By Ted P. Torres (The Philippine Star)

MANILA, Philippines - One of the leading fund managers for mutual funds is extremely optimistic that 2010 and 2011 will be a great year.

Philam Asset Management Inc. (PAMI) executive vice president Gina Goco-Morales said that 2010 and 2011 would record major gains for both PAMI and the country’s mutual fund industry.

Morales noted that the strongest quarter for mutual funds is the last three months of the year.

“We are already doing P3.8 billion better and it is still the third quarter, it will be a great year,” she said.

PAMI is an asset management company that manages, distributes and provides investment advisory to seven mutual funds. It is a subsidiary of the Philippine American Life and General insurance Co. (Philamlife), the country’s leading life insurance and financial company.

PAMI reported assets under management (AUMs) of the seven mutual funds it oversees are worth P18 billion as of end August 2010. At the end of 2009, the assets were worth P15.53 billion.

The biggest asset volume managed by PAMI was worth P21.91 billion recorded in 2007. The country’s mutual fund industry also reported a record P86.19 billion worth of AUMs.

One major factor for a stronger 2011, is the ability of the Aquino administration to curb or reduce corruption, and get the private public partnership (PPP) program off the ground and rolling into 2011.

“The program allows the private sector to do their stuff, and we need more foreign investments, too!” the PAMI senior executive said.

Net foreign portfolio investments surged 385 percent in the first eight months of 2010 pumping more into the local securities and equities markets $883.4 million, or about $701 million higher than the net inflow of $182.2 million in the same period last year.

“A lot of the foreign investment inflows are entering the equities market, where a lot of the securities are still under their price to equity (P/E) ratios,” Morales added.

The country’s gross domestic product (GDP) zoomed by 7.9 percent in the first six months of 2010, compared to the 1.2 percent in the same period in 2009.

But one of the major challenges is to seduce investments locked in special deposit accounts (SDAs). It is estimated that P900 billion is sleeping in low-yielding (between 2.5 to three percent) albeit secure SDAs.

Investors had become risk-averse after 2008, and it is taking time to entice them into higher-yield investments like mutual funds, trust funds, or the capital markets. Business is hoping that the bullish equities market can lure the funds.

Also adding to the industry’s woes, is government’s penchant of offering retail treasury bonds (RTBs), which lured billions of pesos away from private-run fund.

Nonetheless, PAMI executives said that they will introduce another fund in the next few months to prepare for the entry of domestic and foreign invest-ments.

The seven mutual funds managed by PAMI are: Philam Strategic Growth Fund
Inc. (PSGF), Philam Fund (PFI), GSIS Mutual Fund (GMFI), Philam Bond Fund (PBFI), Philam Dollar Bond Fund (PDBF), Philam Managed Income Fund (PMIF), and NCM Mutual Fund of the Philippines Inc. (NCMMFPI).
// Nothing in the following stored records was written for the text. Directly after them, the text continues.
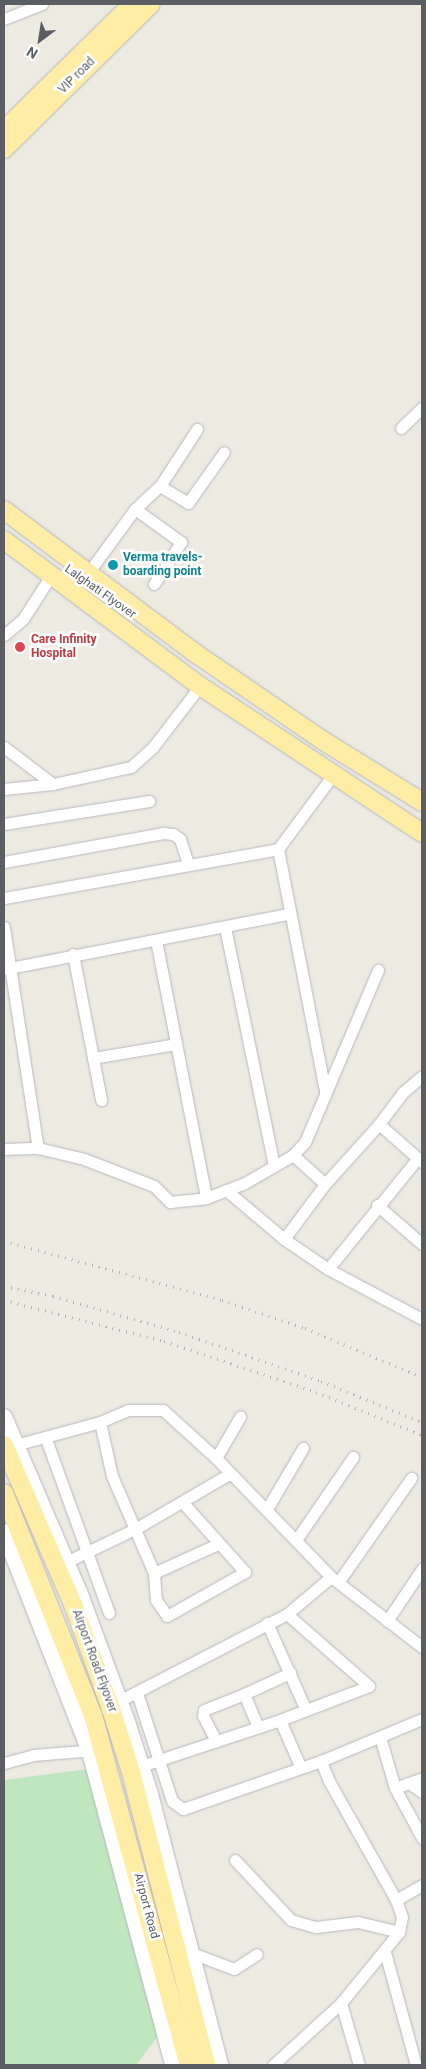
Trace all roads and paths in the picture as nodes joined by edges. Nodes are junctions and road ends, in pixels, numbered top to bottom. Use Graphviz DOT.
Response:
graph roads {
  1 [pos="14,4"];
  2 [pos="42,4"];
  3 [pos="132,4"];
  4 [pos="151,4"];
  5 [pos="6,17"];
  6 [pos="4,130"];
  7 [pos="4,149"];
  8 [pos="422,408"];
  9 [pos="197,428"];
  10 [pos="401,428"];
  11 [pos="224,452"];
  12 [pos="160,486"];
  13 [pos="135,509"];
  14 [pos="4,510"];
  15 [pos="4,523"];
  16 [pos="4,540"];
  17 [pos="88,573"];
  18 [pos="50,576"];
  19 [pos="154,584"];
  20 [pos="4,635"];
  21 [pos="198,655"];
  22 [pos="200,686"];
  23 [pos="4,747"];
  24 [pos="332,776"];
  25 [pos="53,784"];
  26 [pos="4,789"];
  27 [pos="148,801"];
  28 [pos="422,802"];
  29 [pos="4,824"];
  30 [pos="422,832"];
  31 [pos="278,850"];
  32 [pos="4,862"];
  33 [pos="188,864"];
  34 [pos="4,898"];
  35 [pos="288,914"];
  36 [pos="4,927"];
  37 [pos="225,927"];
  38 [pos="156,940"];
  39 [pos="73,954"];
  40 [pos="7,968"];
  41 [pos="378,970"];
  42 [pos="176,1044"];
  43 [pos="93,1058"];
  44 [pos="422,1076"];
  45 [pos="325,1091"];
  46 [pos="101,1100"];
  47 [pos="379,1124"];
  48 [pos="38,1148"];
  49 [pos="4,1149"];
  50 [pos="293,1155"];
  51 [pos="420,1160"];
  52 [pos="274,1165"];
  53 [pos="325,1184"];
  54 [pos="226,1190"];
  55 [pos="206,1198"];
  56 [pos="377,1205"];
  57 [pos="284,1239"];
  58 [pos="422,1244"];
  59 [pos="328,1269"];
  60 [pos="422,1319"];
  61 [pos="4,1417"];
  62 [pos="240,1417"];
  63 [pos="100,1422"];
  64 [pos="46,1439"];
  65 [pos="10,1445"];
  66 [pos="303,1448"];
  67 [pos="353,1457"];
  68 [pos="216,1458"];
  69 [pos="229,1474"];
  70 [pos="411,1478"];
  71 [pos="4,1493"];
  72 [pos="184,1503"];
  73 [pos="267,1509"];
  74 [pos="135,1529"];
  75 [pos="4,1532"];
  76 [pos="296,1540"];
  77 [pos="218,1544"];
  78 [pos="89,1551"];
  79 [pos="9,1560"];
  80 [pos="66,1562"];
  81 [pos="154,1573"];
  82 [pos="421,1574"];
  83 [pos="335,1579"];
  84 [pos="109,1613"];
  85 [pos="288,1614"];
  86 [pos="387,1621"];
  87 [pos="267,1624"];
  88 [pos="422,1647"];
  89 [pos="290,1673"];
  90 [pos="137,1694"];
  91 [pos="244,1694"];
  92 [pos="115,1705"];
  93 [pos="306,1710"];
  94 [pos="422,1718"];
  95 [pos="280,1720"];
  96 [pos="258,1727"];
  97 [pos="380,1737"];
  98 [pos="216,1740"];
  99 [pos="97,1750"];
  100 [pos="160,1760"];
  101 [pos="321,1760"];
  102 [pos="4,1763"];
  103 [pos="141,1766"];
  104 [pos="300,1766"];
  105 [pos="422,1778"];
  106 [pos="409,1783"];
  107 [pos="395,1788"];
  108 [pos="422,1792"];
  109 [pos="422,1838"];
  110 [pos="235,1860"];
  111 [pos="166,1884"];
  112 [pos="422,1885"];
  113 [pos="396,1900"];
  114 [pos="400,1932"];
  115 [pos="189,1952"];
  116 [pos="385,1952"];
  117 [pos="257,1954"];
  118 [pos="340,2003"];
  119 [pos="279,2063"];
  120 [pos="172,2065"];
  121 [pos="189,2065"];
  122 [pos="206,2065"];
  123 [pos="220,2065"];
  124 [pos="359,2065"];
  125 [pos="416,2065"];
  1 -- 5 [label="street"];
  2 -- 5 [label="street"];
  3 -- 6 [label="main road, VIP road"];
  4 -- 7 [label="main road, VIP road"];
  8 -- 10 [label="street"];
  9 -- 12 [label="street"];
  11 -- 12 [label="street"];
  12 -- 13 [label="street"];
  13 -- 17 [label="street"];
  13 -- 19 [label="street"];
  14 -- 17 [label="main road"];
  15 -- 21 [label="main road, Lalghati Flyover"];
  16 -- 18 [label="main road"];
  17 -- 21 [label="main road"];
  18 -- 20 [label="street"];
  18 -- 22 [label="main road"];
  21 -- 28 [label="main road"];
  22 -- 24 [label="main road"];
  22 -- 25 [label="street"];
  23 -- 25 [label="street"];
  24 -- 30 [label="main road"];
  24 -- 31 [label="street"];
  25 -- 26 [label="street"];
  27 -- 29 [label="street"];
  31 -- 33 [label="street"];
  31 -- 35 [label="street"];
  32 -- 33 [label="street"];
  33 -- 34 [label="street"];
  35 -- 37 [label="street"];
  35 -- 45 [label="street"];
  36 -- 40 [label="street"];
  37 -- 38 [label="street"];
  37 -- 52 [label="street"];
  38 -- 39 [label="street"];
  38 -- 42 [label="street"];
  39 -- 40 [label="street"];
  39 -- 43 [label="street"];
  40 -- 48 [label="street"];
  41 -- 45 [label="street"];
  42 -- 43 [label="street"];
  42 -- 55 [label="street"];
  43 -- 46 [label="street"];
  44 -- 47 [label="street"];
  45 -- 50 [label="street"];
  47 -- 51 [label="street"];
  47 -- 53 [label="street"];
  48 -- 49 [label="street"];
  48 -- 55 [label="street"];
  50 -- 52 [label="street"];
  50 -- 53 [label="street"];
  51 -- 56 [label="street"];
  52 -- 54 [label="street"];
  53 -- 57 [label="street"];
  54 -- 55 [label="street"];
  54 -- 57 [label="street"];
  56 -- 58 [label="street"];
  56 -- 59 [label="street"];
  57 -- 59 [label="street"];
  59 -- 60 [label="street"];
  61 -- 65 [label="street"];
  62 -- 68 [label="street"];
  63 -- 64 [label="street"];
  63 -- 68 [label="street"];
  63 -- 74 [label="street"];
  64 -- 65 [label="street"];
  64 -- 78 [label="street"];
  65 -- 80 [label="street"];
  65 -- 92 [label="main road, Airport Road Flyover"];
  66 -- 73 [label="street"];
  67 -- 76 [label="street"];
  68 -- 69 [label="street"];
  69 -- 72 [label="street"];
  69 -- 73 [label="street"];
  70 -- 83 [label="street"];
  71 -- 99 [label="main road, Airport Road Flyover"];
  72 -- 74 [label="street"];
  72 -- 77 [label="street"];
  73 -- 76 [label="street"];
  74 -- 78 [label="street"];
  74 -- 81 [label="street"];
  75 -- 79 [label="street"];
  76 -- 83 [label="street"];
  77 -- 81 [label="street"];
  77 -- 81 [label="street"];
  78 -- 80 [label="street"];
  78 -- 84 [label="street"];
  79 -- 99 [label="street"];
  80 -- 92 [label="street"];
  82 -- 86 [label="street"];
  83 -- 85 [label="street"];
  83 -- 86 [label="street"];
  85 -- 87 [label="street"];
  85 -- 93 [label="street"];
  86 -- 88 [label="street"];
  87 -- 89 [label="street"];
  87 -- 90 [label="street"];
  89 -- 91 [label="street"];
  89 -- 93 [label="street"];
  90 -- 92 [label="street"];
  90 -- 100 [label="street"];
  91 -- 96 [label="street"];
  91 -- 98 [label="street"];
  92 -- 103 [label="street"];
  92 -- 111 [label="main road, Airport Road Flyover"];
  93 -- 95 [label="street"];
  94 -- 97 [label="street"];
  95 -- 96 [label="street"];
  95 -- 104 [label="street"];
  96 -- 98 [label="street"];
  97 -- 101 [label="street"];
  97 -- 107 [label="street"];
  98 -- 100 [label="street"];
  99 -- 102 [label="street"];
  99 -- 120 [label="street"];
  99 -- 121 [label="main road, Airport Road"];
  100 -- 103 [label="street"];
  100 -- 104 [label="street"];
  101 -- 104 [label="street"];
  101 -- 113 [label="street"];
  103 -- 111 [label="street"];
  105 -- 106 [label="street"];
  106 -- 107 [label="street"];
  106 -- 108 [label="street"];
  107 -- 109 [label="street"];
  110 -- 114 [label="street"];
  111 -- 115 [label="street"];
  111 -- 122 [label="main road, Airport Road Flyover"];
  112 -- 113 [label="street"];
  113 -- 114 [label="street"];
  114 -- 116 [label="street"];
  115 -- 117 [label="street"];
  115 -- 123 [label="street"];
  116 -- 118 [label="street"];
  116 -- 125 [label="street"];
  118 -- 119 [label="street"];
  118 -- 124 [label="street"];
}
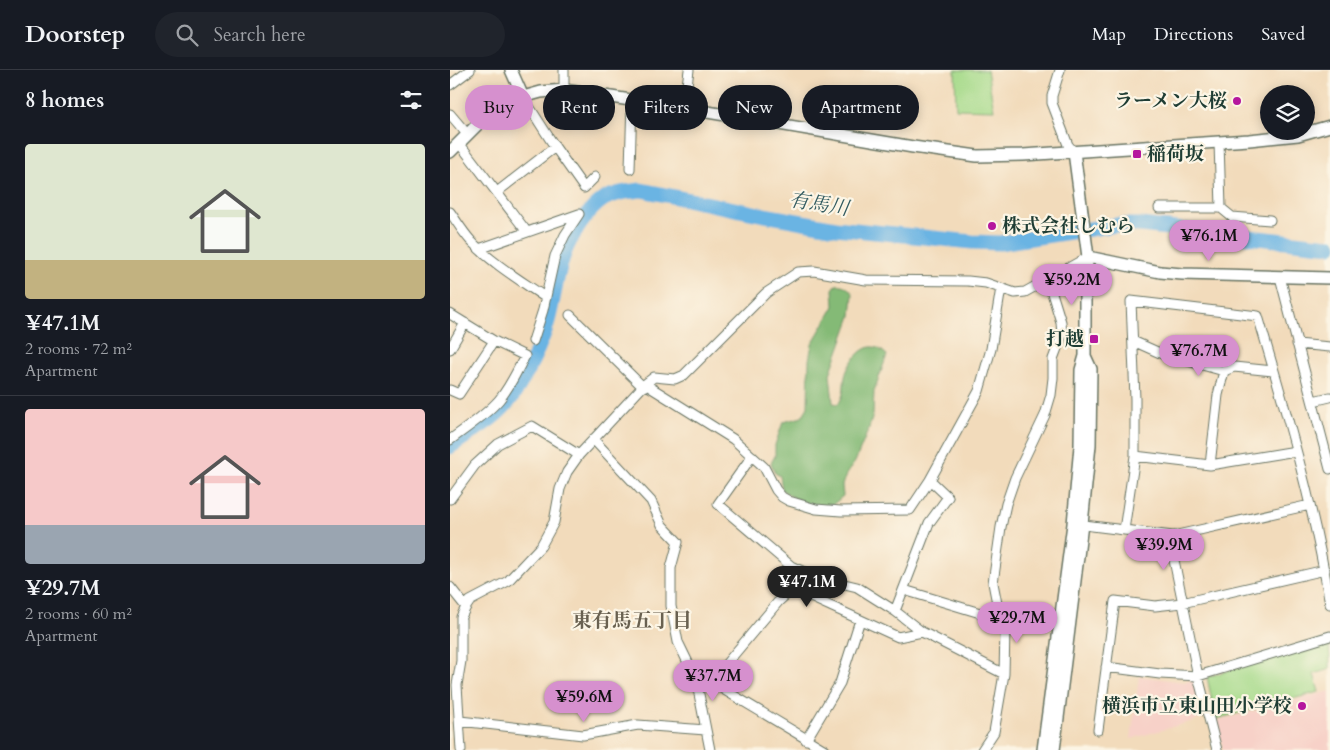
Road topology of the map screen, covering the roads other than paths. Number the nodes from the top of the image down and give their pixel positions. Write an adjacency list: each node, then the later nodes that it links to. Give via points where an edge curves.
1 (470, 70): 6 (street)
2 (511, 70): 7 (street)
3 (564, 70): 8 (street)
4 (689, 70): 9 (street)
5 (1060, 70): 21 (street, via 1052,103 1068,145)
6 (450, 85)
7 (518, 85)
8 (564, 85)
9 (687, 85)
10 (708, 112): 21 (street, via 977,156)
11 (533, 113): 19 (street)
12 (450, 114): 16 (street)
13 (1330, 126): 17 (street, via 1298,135)
14 (471, 130): 16 (street)
15 (631, 130): 22 (street)
16 (467, 134): 18 (street)
17 (1219, 142): 21 (street); 26 (street)
18 (458, 143): 20 (street); 24 (street)
19 (555, 147): 23 (street, via 584,188); 24 (street)
20 (450, 152)
21 (1074, 152): 31 (street)
22 (630, 169)
23 (595, 177)
24 (497, 192): 29 (street)
25 (1159, 208): 26 (street)
26 (1221, 208): 28 (street, via 1232,217)
27 (450, 212): 30 (street)
28 (1270, 220)
29 (527, 232): 30 (street); 36 (street, via 579,214 554,256)
30 (479, 249): 36 (street)
31 (1088, 257): 32 (street, via 1174,274); 34 (street); 64 (street)
32 (1280, 277): 33 (street); 43 (street)
33 (1330, 278)
34 (1048, 280): 35 (street, via 1025,292 1015,293); 74 (street, via 1062,335 1053,359 1051,395 1045,415 1015,478 1002,520 993,583)
35 (1002, 288): 48 (street, via 968,281 866,280 814,271 798,272 766,293 684,375 675,379 654,377); 61 (street, via 991,349 979,391)
36 (546, 298): 41 (street)
37 (450, 314): 39 (street)
38 (570, 315): 48 (street)
39 (465, 323): 40 (street); 45 (street)
40 (494, 341): 49 (street, via 459,394); 53 (street, via 525,356 498,402)
41 (533, 341)
42 (1133, 341): 46 (street, via 1162,354); 47 (street, via 1131,301 1258,316); 58 (street)
43 (1297, 344): 44 (street); 51 (street)
44 (1330, 348)
45 (450, 349)
46 (1224, 371): 47 (street, via 1234,367); 59 (street)
47 (1273, 371): 55 (street)
48 (644, 385): 52 (street); 57 (street, via 733,440)
49 (450, 390)
50 (1330, 397): 51 (street)
51 (1313, 401): 54 (street)
52 (593, 439): 56 (street); 81 (street, via 651,502 662,525 678,542 671,568 671,606 678,642)
53 (450, 440)
54 (1328, 450): 60 (street)
55 (1296, 451): 59 (street); 63 (street)
56 (579, 455): 62 (street, via 532,426 498,444 476,465); 72 (street, via 567,472 554,522 541,546 508,581 470,601)
57 (752, 456): 61 (street, via 764,467 782,497 816,509 841,512 910,510); 73 (street, via 718,504 791,566 857,587)
58 (1135, 456): 59 (street); 65 (street)
59 (1210, 465)
60 (1330, 470)
61 (930, 480): 69 (street, via 948,497 930,523)
62 (450, 499)
63 (1310, 505): 66 (street); 67 (street)
64 (1077, 524): 65 (street); 92 (street); 93 (street)
65 (1124, 530): 66 (street)
66 (1169, 536): 70 (street)
67 (1324, 570): 70 (street); 71 (street)
68 (450, 587): 72 (street)
69 (904, 590): 73 (street); 74 (street)
70 (1182, 602): 78 (street, via 1155,606 1115,601); 80 (street)
71 (1330, 604)
72 (466, 607): 83 (street, via 461,617 461,661)
73 (895, 611): 76 (street)
74 (1000, 619): 79 (street, via 1005,630)
75 (860, 620): 76 (street, via 898,637); 82 (street, via 795,590 789,592); 87 (street, via 840,683)
76 (922, 632): 79 (street)
77 (1330, 636): 80 (street)
78 (1106, 667): 80 (street); 86 (street)
79 (1004, 674): 91 (street, via 994,732)
80 (1198, 676): 94 (street)
81 (696, 679): 82 (street); 85 (street)
82 (711, 682): 87 (street)
83 (454, 684): 84 (street)
84 (460, 720): 85 (street, via 583,736 638,725); 88 (street)
85 (706, 730): 89 (street)
86 (1098, 730)
87 (806, 740): 90 (street)
88 (461, 750)
89 (710, 750)
90 (826, 750)
91 (982, 750)
92 (1043, 750)
93 (1054, 750)
94 (1217, 750)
It is also the local fund manager for the AIG Global Bond Fund Inc.

As of end August, the net asset value per share (NAVPS) of the PSGF stood at 403.47, or a year-to-date (YTD) return of a whopping 27.84 percent and a one year return of 31.12 percent, or a five-year return of 16.39 percent.

The YTD of the PFI stood at 24.07 percent with a NAVPS of 10.5647, while the GMFI reported YTD expansion of 22.31 percent.

The PBFI reported YTD gains of 4.87 percent or a one-year return of 6.12 percent.

The PDBF displayed a NAVPS of $1.1769 with YTD growth of 1.58 percent, a one-year return of 2.18 percent, and a three-year return of 2.6 percent.